During that turbulent decade, Bergmann's life became intertwined
with the political movement that was dominating Germany. When it was important for the Germans to show foreign countries and dignitaries that their athletics were open and free of discrimination, she was allowed to compete. But the story of how Bergmann was set up and abandoned on the eve of the 1936 Olympic Games in Berlin is a chilling reminder of the discrimination endured by Jews in Nazi Germany.
Held up as a bold example of how Germany was not discriminating in
athletics - which would help ensure that Berlin would not be forced to
relinquish the '36 Games -- Bergmann was unconscionably bounced from
the Olympic Team a few weeks before the opening ceremonies.
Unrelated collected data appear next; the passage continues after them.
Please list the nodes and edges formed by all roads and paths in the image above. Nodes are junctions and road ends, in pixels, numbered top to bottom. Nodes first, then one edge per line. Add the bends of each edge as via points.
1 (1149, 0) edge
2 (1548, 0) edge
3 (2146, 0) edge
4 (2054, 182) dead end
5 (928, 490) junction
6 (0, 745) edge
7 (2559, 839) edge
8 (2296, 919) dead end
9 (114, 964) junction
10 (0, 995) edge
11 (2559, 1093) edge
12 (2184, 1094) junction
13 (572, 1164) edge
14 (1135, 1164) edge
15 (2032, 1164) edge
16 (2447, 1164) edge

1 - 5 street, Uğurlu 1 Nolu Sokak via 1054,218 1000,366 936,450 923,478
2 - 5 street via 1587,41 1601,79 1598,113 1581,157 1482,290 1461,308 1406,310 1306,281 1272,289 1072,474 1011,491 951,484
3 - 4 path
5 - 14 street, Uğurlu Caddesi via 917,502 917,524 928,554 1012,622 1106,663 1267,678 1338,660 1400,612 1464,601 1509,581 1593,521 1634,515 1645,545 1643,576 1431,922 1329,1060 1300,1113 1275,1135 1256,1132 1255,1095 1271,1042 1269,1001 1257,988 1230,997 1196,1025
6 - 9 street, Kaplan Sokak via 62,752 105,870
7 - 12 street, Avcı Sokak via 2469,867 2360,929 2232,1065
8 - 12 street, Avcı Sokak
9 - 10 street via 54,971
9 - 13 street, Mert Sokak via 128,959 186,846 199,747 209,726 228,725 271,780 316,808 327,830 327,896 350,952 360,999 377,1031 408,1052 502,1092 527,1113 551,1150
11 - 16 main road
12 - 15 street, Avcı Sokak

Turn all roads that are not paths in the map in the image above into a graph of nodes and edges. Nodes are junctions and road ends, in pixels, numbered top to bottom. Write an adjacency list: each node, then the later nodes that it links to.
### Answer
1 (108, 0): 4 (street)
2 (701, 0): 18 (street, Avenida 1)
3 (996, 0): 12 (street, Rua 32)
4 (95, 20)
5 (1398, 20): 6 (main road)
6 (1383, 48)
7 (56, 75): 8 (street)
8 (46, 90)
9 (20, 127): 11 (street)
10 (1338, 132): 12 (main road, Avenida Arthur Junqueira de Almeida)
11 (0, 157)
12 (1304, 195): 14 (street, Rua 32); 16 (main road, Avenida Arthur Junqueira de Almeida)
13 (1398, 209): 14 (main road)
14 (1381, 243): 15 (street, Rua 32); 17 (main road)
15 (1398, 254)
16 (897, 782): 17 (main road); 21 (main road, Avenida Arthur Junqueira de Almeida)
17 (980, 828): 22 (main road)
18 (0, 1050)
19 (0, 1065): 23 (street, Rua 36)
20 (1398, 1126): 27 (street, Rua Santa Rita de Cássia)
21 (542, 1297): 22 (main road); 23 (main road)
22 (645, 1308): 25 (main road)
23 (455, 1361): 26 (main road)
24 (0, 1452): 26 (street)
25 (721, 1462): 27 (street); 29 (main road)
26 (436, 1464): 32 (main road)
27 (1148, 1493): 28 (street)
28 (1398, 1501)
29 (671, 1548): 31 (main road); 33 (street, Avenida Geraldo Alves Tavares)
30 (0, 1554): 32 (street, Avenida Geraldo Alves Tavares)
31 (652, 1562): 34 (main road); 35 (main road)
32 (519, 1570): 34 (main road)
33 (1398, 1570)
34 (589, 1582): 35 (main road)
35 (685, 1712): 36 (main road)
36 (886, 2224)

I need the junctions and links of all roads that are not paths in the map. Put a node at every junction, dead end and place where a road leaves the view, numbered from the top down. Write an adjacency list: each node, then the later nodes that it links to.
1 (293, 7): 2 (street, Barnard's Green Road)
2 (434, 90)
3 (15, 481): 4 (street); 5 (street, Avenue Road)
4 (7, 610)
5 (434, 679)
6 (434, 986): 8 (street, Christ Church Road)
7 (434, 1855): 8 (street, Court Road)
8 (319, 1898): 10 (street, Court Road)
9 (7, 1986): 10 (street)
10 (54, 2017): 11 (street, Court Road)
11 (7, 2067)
Though teams were permitted to field as many as three high jumpers for the Games, Germany chose at virtually the last minute to reduce its team to two high jumpers and keep Bergmann out of the competition.
Crushed, Bergmann left her homeland in May 1937 and moved to the
United States. Settling in New York, she began to compete again, but
Never forgot the disappointment of 1936.
In HITLER'S PAWN, Bergmann, who married fellow athlete Bruno Lambert and became Margaret Lambert, returns to Germany 68 years later, revisiting her hometown athletic fields. She reunites with German teammate Elfride Kaun, who was allowed to compete in the Berlin Games. Their competition as world-class athletes had been respectful and friendly before the Games; Kaun was wrongly led to believe that Bergmann was sidelined by injuries for the '36 Olympics. This emotional reunion in Berlin caps Lambert's long odyssey.